- YOUR TASK -
Below are the records; print them again exactly and omit the pictures.

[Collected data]
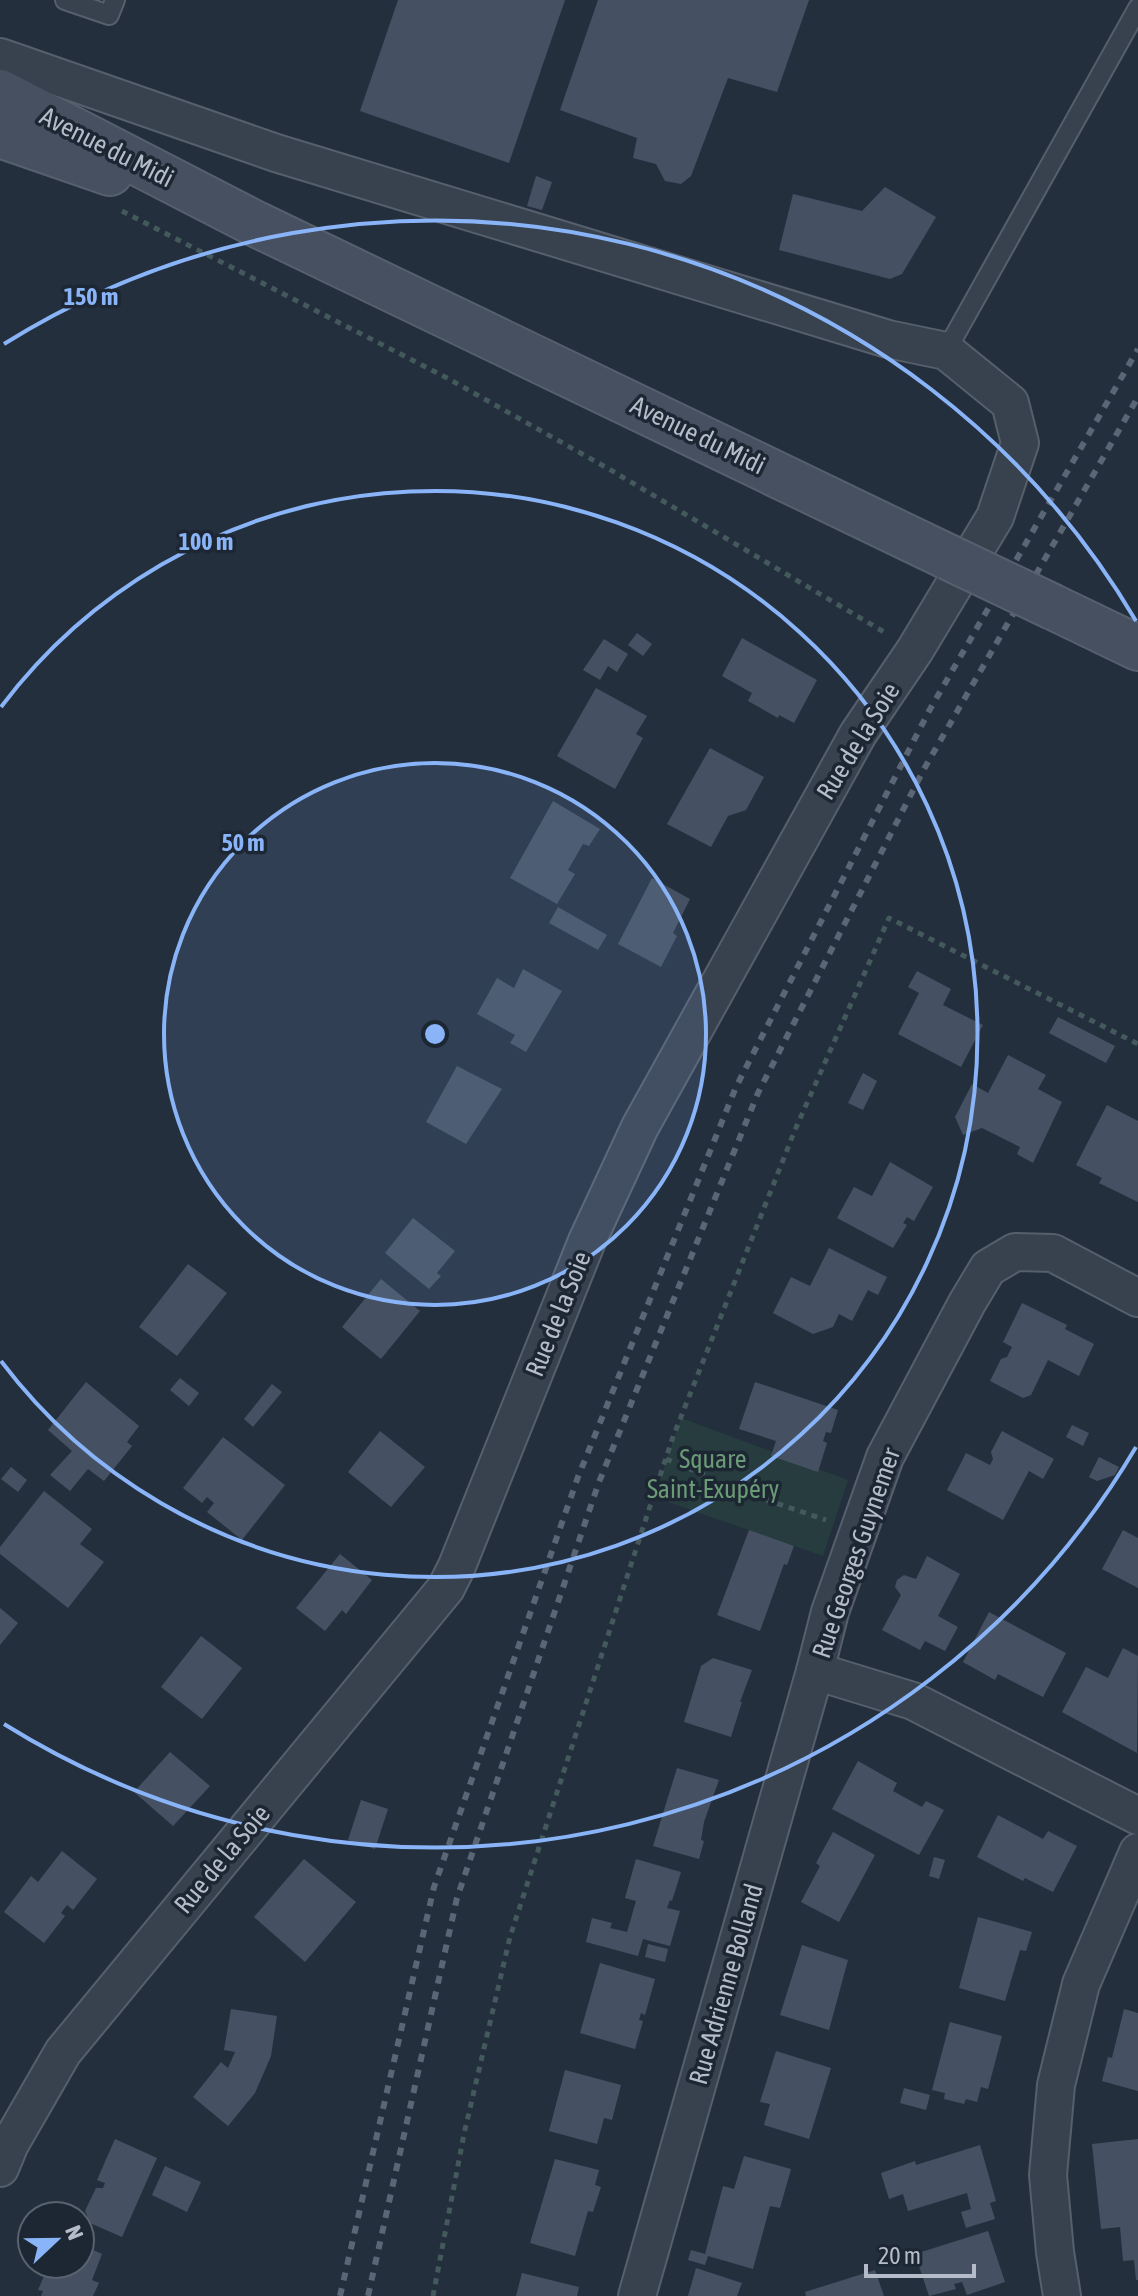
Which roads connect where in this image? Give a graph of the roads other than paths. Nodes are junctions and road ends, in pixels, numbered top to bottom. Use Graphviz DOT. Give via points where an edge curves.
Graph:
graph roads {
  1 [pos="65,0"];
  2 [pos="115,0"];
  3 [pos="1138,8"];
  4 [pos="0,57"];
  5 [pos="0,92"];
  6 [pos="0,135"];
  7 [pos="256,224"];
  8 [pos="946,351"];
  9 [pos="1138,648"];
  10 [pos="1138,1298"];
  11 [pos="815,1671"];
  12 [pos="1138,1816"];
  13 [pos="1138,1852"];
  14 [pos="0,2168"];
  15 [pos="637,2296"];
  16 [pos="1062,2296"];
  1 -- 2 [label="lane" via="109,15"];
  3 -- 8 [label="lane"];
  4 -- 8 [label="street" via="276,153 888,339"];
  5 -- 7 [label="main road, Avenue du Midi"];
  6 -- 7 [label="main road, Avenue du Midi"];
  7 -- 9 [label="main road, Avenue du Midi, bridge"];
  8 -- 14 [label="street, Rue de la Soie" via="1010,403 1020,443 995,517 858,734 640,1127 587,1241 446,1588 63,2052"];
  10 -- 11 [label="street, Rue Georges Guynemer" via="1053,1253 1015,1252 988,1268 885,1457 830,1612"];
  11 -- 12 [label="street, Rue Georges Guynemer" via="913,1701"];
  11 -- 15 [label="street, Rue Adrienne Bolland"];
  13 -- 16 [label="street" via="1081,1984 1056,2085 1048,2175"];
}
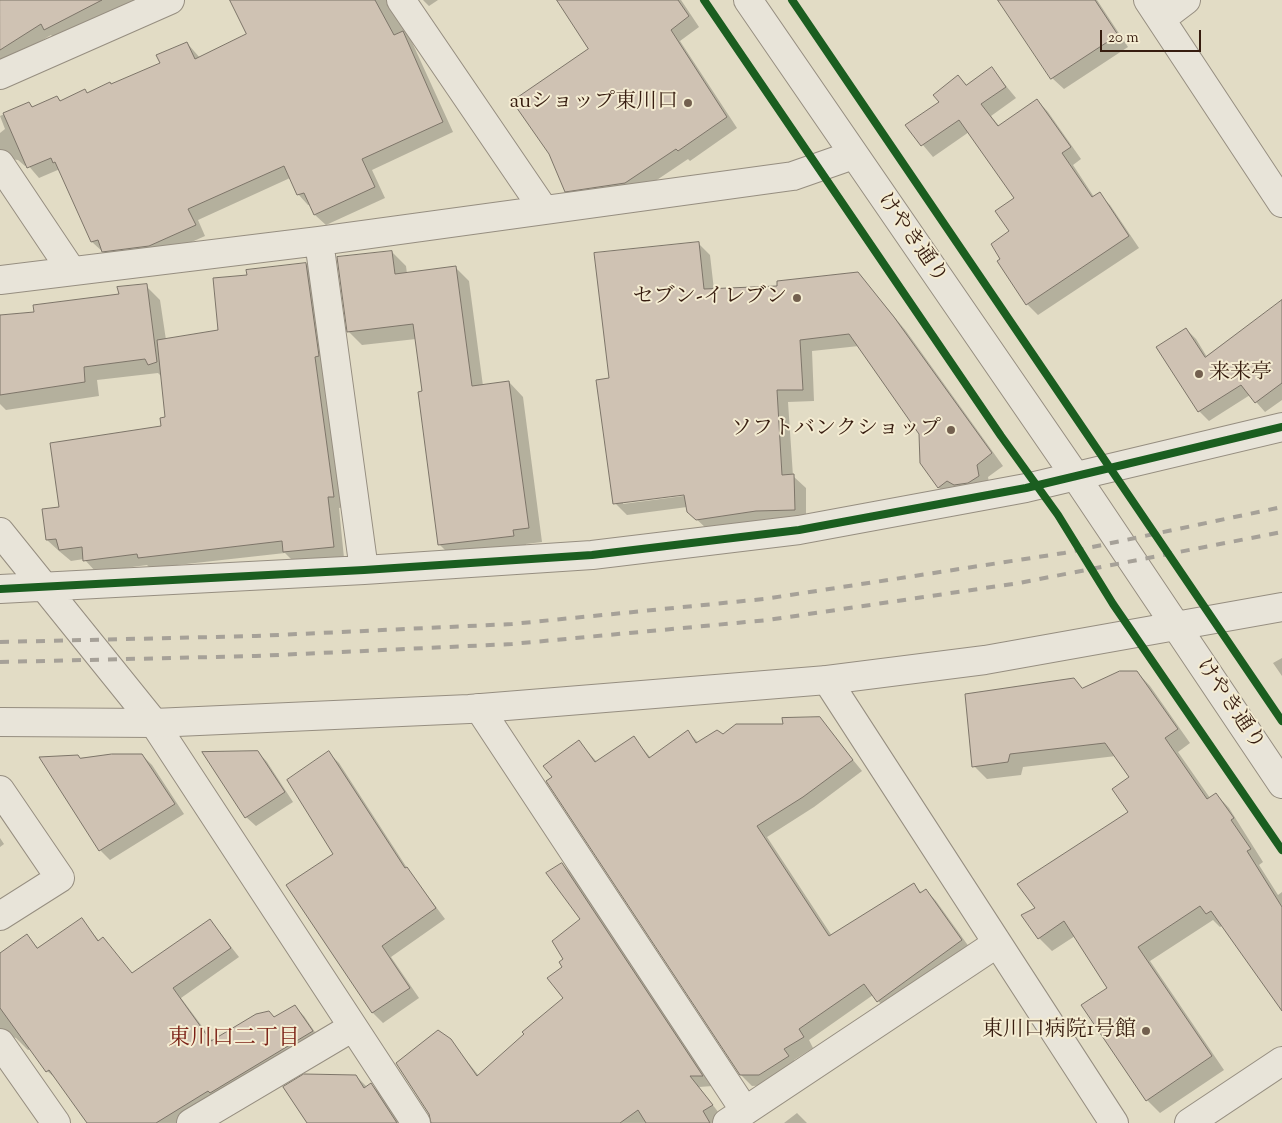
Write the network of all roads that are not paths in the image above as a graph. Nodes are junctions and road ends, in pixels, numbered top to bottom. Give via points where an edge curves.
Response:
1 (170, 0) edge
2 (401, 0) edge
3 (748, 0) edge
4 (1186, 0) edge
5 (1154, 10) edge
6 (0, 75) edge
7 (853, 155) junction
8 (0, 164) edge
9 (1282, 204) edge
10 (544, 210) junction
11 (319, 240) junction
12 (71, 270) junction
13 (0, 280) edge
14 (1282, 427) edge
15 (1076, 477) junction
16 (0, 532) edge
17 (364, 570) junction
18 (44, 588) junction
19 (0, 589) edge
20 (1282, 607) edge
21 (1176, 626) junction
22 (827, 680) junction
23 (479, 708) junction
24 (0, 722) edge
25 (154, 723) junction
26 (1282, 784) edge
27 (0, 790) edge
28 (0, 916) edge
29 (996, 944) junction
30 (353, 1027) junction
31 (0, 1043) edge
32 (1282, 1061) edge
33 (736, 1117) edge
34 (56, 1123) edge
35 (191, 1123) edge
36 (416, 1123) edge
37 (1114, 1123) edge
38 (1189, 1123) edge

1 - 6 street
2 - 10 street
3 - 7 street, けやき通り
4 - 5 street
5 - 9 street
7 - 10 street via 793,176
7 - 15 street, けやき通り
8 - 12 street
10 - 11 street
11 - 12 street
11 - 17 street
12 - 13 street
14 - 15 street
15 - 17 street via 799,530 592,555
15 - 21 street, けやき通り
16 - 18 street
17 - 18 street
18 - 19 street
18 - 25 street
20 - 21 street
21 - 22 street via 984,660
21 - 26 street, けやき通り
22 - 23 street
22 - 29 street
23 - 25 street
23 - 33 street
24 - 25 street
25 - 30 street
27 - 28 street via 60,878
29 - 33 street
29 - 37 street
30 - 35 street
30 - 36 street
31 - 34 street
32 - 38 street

- RESULT OF THE EXERCISE -
Which roads connect where in this image? Give a graph of the roads other than paths. Nodes are junctions and road ends, in pixels, numbered top to bottom. Use Graphviz DOT. Give via points where an edge curves.
Graph:
graph roads {
  1 [pos="65,0"];
  2 [pos="115,0"];
  3 [pos="1138,8"];
  4 [pos="0,57"];
  5 [pos="0,92"];
  6 [pos="0,135"];
  7 [pos="256,224"];
  8 [pos="946,351"];
  9 [pos="1138,648"];
  10 [pos="1138,1298"];
  11 [pos="815,1671"];
  12 [pos="1138,1816"];
  13 [pos="1138,1852"];
  14 [pos="0,2168"];
  15 [pos="637,2296"];
  16 [pos="1062,2296"];
  1 -- 2 [label="lane" via="109,15"];
  3 -- 8 [label="lane"];
  4 -- 8 [label="street" via="276,153 888,339"];
  5 -- 7 [label="main road, Avenue du Midi"];
  6 -- 7 [label="main road, Avenue du Midi"];
  7 -- 9 [label="main road, Avenue du Midi, bridge"];
  8 -- 14 [label="street, Rue de la Soie" via="1010,403 1020,443 995,517 858,734 640,1127 587,1241 446,1588 63,2052"];
  10 -- 11 [label="street, Rue Georges Guynemer" via="1053,1253 1015,1252 988,1268 885,1457 830,1612"];
  11 -- 12 [label="street, Rue Georges Guynemer" via="913,1701"];
  11 -- 15 [label="street, Rue Adrienne Bolland"];
  13 -- 16 [label="street" via="1081,1984 1056,2085 1048,2175"];
}
Write the network of all roads that are not paths in the image above as a graph. Nodes are junctions and road ends, in pixels, numbered top to bottom. Give via points where an edge curves.
Response:
1 (170, 0) edge
2 (401, 0) edge
3 (748, 0) edge
4 (1186, 0) edge
5 (1154, 10) edge
6 (0, 75) edge
7 (853, 155) junction
8 (0, 164) edge
9 (1282, 204) edge
10 (544, 210) junction
11 (319, 240) junction
12 (71, 270) junction
13 (0, 280) edge
14 (1282, 427) edge
15 (1076, 477) junction
16 (0, 532) edge
17 (364, 570) junction
18 (44, 588) junction
19 (0, 589) edge
20 (1282, 607) edge
21 (1176, 626) junction
22 (827, 680) junction
23 (479, 708) junction
24 (0, 722) edge
25 (154, 723) junction
26 (1282, 784) edge
27 (0, 790) edge
28 (0, 916) edge
29 (996, 944) junction
30 (353, 1027) junction
31 (0, 1043) edge
32 (1282, 1061) edge
33 (736, 1117) edge
34 (56, 1123) edge
35 (191, 1123) edge
36 (416, 1123) edge
37 (1114, 1123) edge
38 (1189, 1123) edge

1 - 6 street
2 - 10 street
3 - 7 street, けやき通り
4 - 5 street
5 - 9 street
7 - 10 street via 793,176
7 - 15 street, けやき通り
8 - 12 street
10 - 11 street
11 - 12 street
11 - 17 street
12 - 13 street
14 - 15 street
15 - 17 street via 799,530 592,555
15 - 21 street, けやき通り
16 - 18 street
17 - 18 street
18 - 19 street
18 - 25 street
20 - 21 street
21 - 22 street via 984,660
21 - 26 street, けやき通り
22 - 23 street
22 - 29 street
23 - 25 street
23 - 33 street
24 - 25 street
25 - 30 street
27 - 28 street via 60,878
29 - 33 street
29 - 37 street
30 - 35 street
30 - 36 street
31 - 34 street
32 - 38 street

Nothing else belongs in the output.